Monday, Oct. 29: Tavi Genison, a true wunderkind who somehow doesn’t manage to inspire the same ire as the similarly multi-talented Lena Dunham, is coming to powerHouse Arena on Nov. 5 to read from the latest Rookie anthology, Rookie Yearbook Three, and there are still $10 tickets left to the event. Of course, you can also catch her on Broadway, in This Is Our Youth, whose tickets, surprisingly, start at $35. Kenneth Lonergan’s play focuses on three late-teen New Yorkers as they navigate a weekend full of drugs, sex, identity struggles, filial resentment, and other hallmarks of that fraught time just before true adulthood kicks in. First staged almost 20 years ago, it is set in 1982 and an anachronistic corded telephone features heavily as a plot device, but the themes are remarkably applicable to our time and the dialogue is incisive, authentic, and often very funny. Michael Cera plays a profoundly awkward, sensitive character (surprise, surprise), which he continues to do really well, Kieran Culkin shines as his jaded, alpha friend/drug dealer, and Tavi Gevinson makes her stage debut. Full of F bombs and cocaine, this show is the antithesis of a Jersey Boys matinee with the blue hairs, and is worth seeing before its run ends in January.—K.H.
Tuesday, Oct. 28: We’re halfway through Cider Week New York, and if you still think hard cider is too sweet for you, it’s time for another taste. There are now a million ciders in every style, and Cider Week, which began Friday and runs through Nov. 2, offers plenty of Brooklyn-specific affairs where you can squash your bad memories of Woodchuck.
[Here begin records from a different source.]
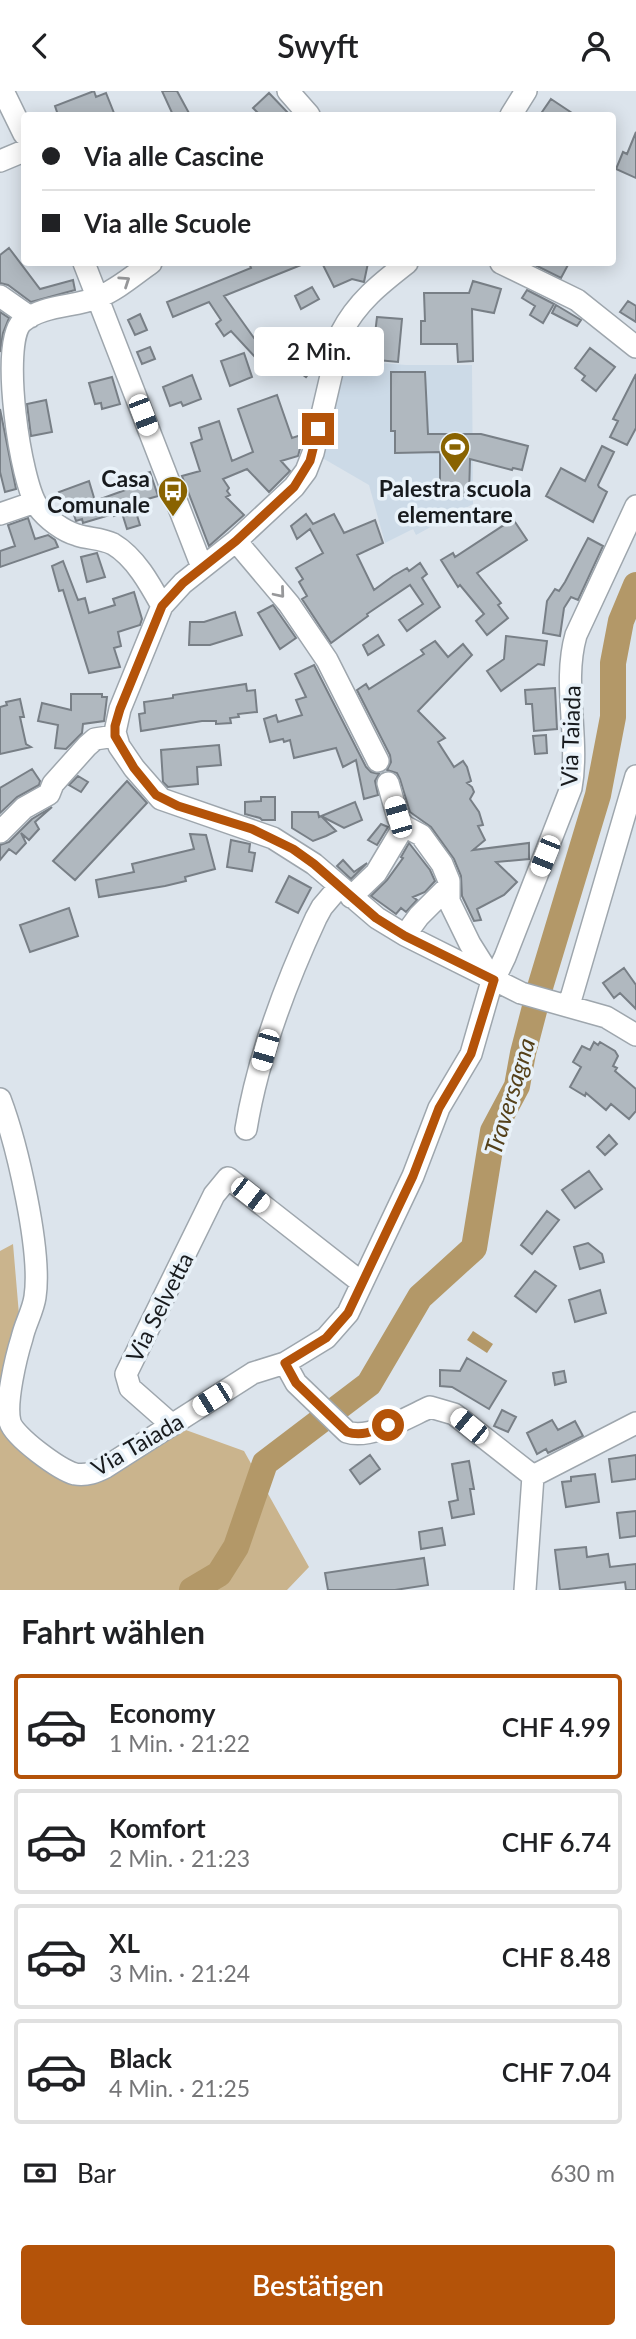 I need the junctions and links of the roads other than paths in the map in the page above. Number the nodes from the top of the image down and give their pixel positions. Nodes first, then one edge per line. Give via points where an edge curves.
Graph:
1 (3, 91) edge
2 (288, 91) edge
3 (526, 91) edge
4 (306, 112) edge
5 (513, 112) edge
6 (21, 128) edge
7 (21, 153) edge
8 (0, 161) edge
9 (85, 266) edge
10 (147, 266) edge
11 (403, 266) edge
12 (506, 266) edge
13 (0, 296) edge
14 (97, 298) junction
15 (30, 317) junction
16 (636, 347) edge
17 (35, 502) junction
18 (636, 506) edge
19 (0, 514) edge
20 (236, 541) junction
21 (202, 567) junction
22 (162, 606) junction
23 (115, 736) junction
24 (378, 761) dead end
25 (636, 776) edge
26 (388, 783) dead end
27 (404, 826) junction
28 (0, 832) edge
29 (448, 887) junction
30 (345, 892) junction
31 (405, 936) junction
32 (494, 980) junction
33 (565, 1004) junction
34 (636, 1035) edge
35 (0, 1099) edge
36 (246, 1129) dead end
37 (362, 1283) junction
38 (285, 1363) junction
39 (5, 1422) edge
40 (636, 1423) edge
41 (172, 1425) junction
42 (533, 1476) junction
43 (526, 1590) edge

1 - 6 street
2 - 4 street
3 - 5 street
7 - 8 street
9 - 14 street
14 -> 10 street
11 - 20 street via 366,296 341,333 306,471
12 - 16 street via 577,300
13 - 15 street
14 - 15 street
14 - 21 street
15 - 17 street via 16,328 12,387 21,450
17 - 19 street
17 - 22 street via 63,528 126,553
18 - 32 street, Via Taiada via 576,635 571,788
20 - 21 street
20 -> 24 street via 289,604 327,660
21 - 22 street
22 - 23 street via 120,709
23 - 28 street via 95,739 49,794 24,808
23 - 30 street via 156,795 273,838 314,864
25 - 33 street
26 - 27 street
27 - 29 street via 421,835 442,864
27 - 30 street via 381,867
29 - 31 street
29 - 32 street via 449,901 470,944
30 - 31 street
30 - 36 street via 316,918 271,1028
31 - 32 street
32 - 33 street via 521,993
32 - 37 street, Via Taiada via 471,1054 439,1108 413,1176
33 - 34 street via 606,1017
35 - 39 street via 20,1172 37,1270 35,1299 21,1338
37 - 38 street, Via Taiada via 334,1331
37 - 41 street, Via Selvetta via 228,1178 214,1195 126,1374 130,1388
38 - 41 street, Via Taiada via 253,1373
38 - 42 street via 296,1383 347,1432 368,1434 430,1407 440,1409 454,1414
39 - 41 street, Via Taiada via 66,1470 86,1474 106,1467
40 - 42 street
42 - 43 street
Park Slope’s Palo Santo is offering a weeklong cider and oyster pairing, Greene Grape Annex is pairing American cheeses and ciders on Sunday and tonight, iCi is pairing ciders with a four-course farm feast. The official rundown of events is here, but more than two dozen local bars and restaurants like Mission Dolores, 61 Local, Egg, Roberta’s, Tuffet and Bed-Vyne Brew are joining in on the festivities and featuring craft ciders on their menus.—N.R.
Wednesday, Oct. 29: As the world around you becomes cloaked in ever more plastic skeletons, fake bats, and candy corn, an event at the Center for Fiction will take listeners back to the early roots of Halloween, as authors like Lev Grossman, Megan Abbott, Randy Cohen and Tonya Hurley read from a new edition of The Legend of Sleepy Hollow. The classic tale of Ichabod Crane and the Headless Horseman features a new introduction by Elizabeth Bradley, a New York historian and scholar of Washington Irving, who is often credited with establishing the short story as a distinct literary genre—a factoid that could win you a round of bar trivia one day.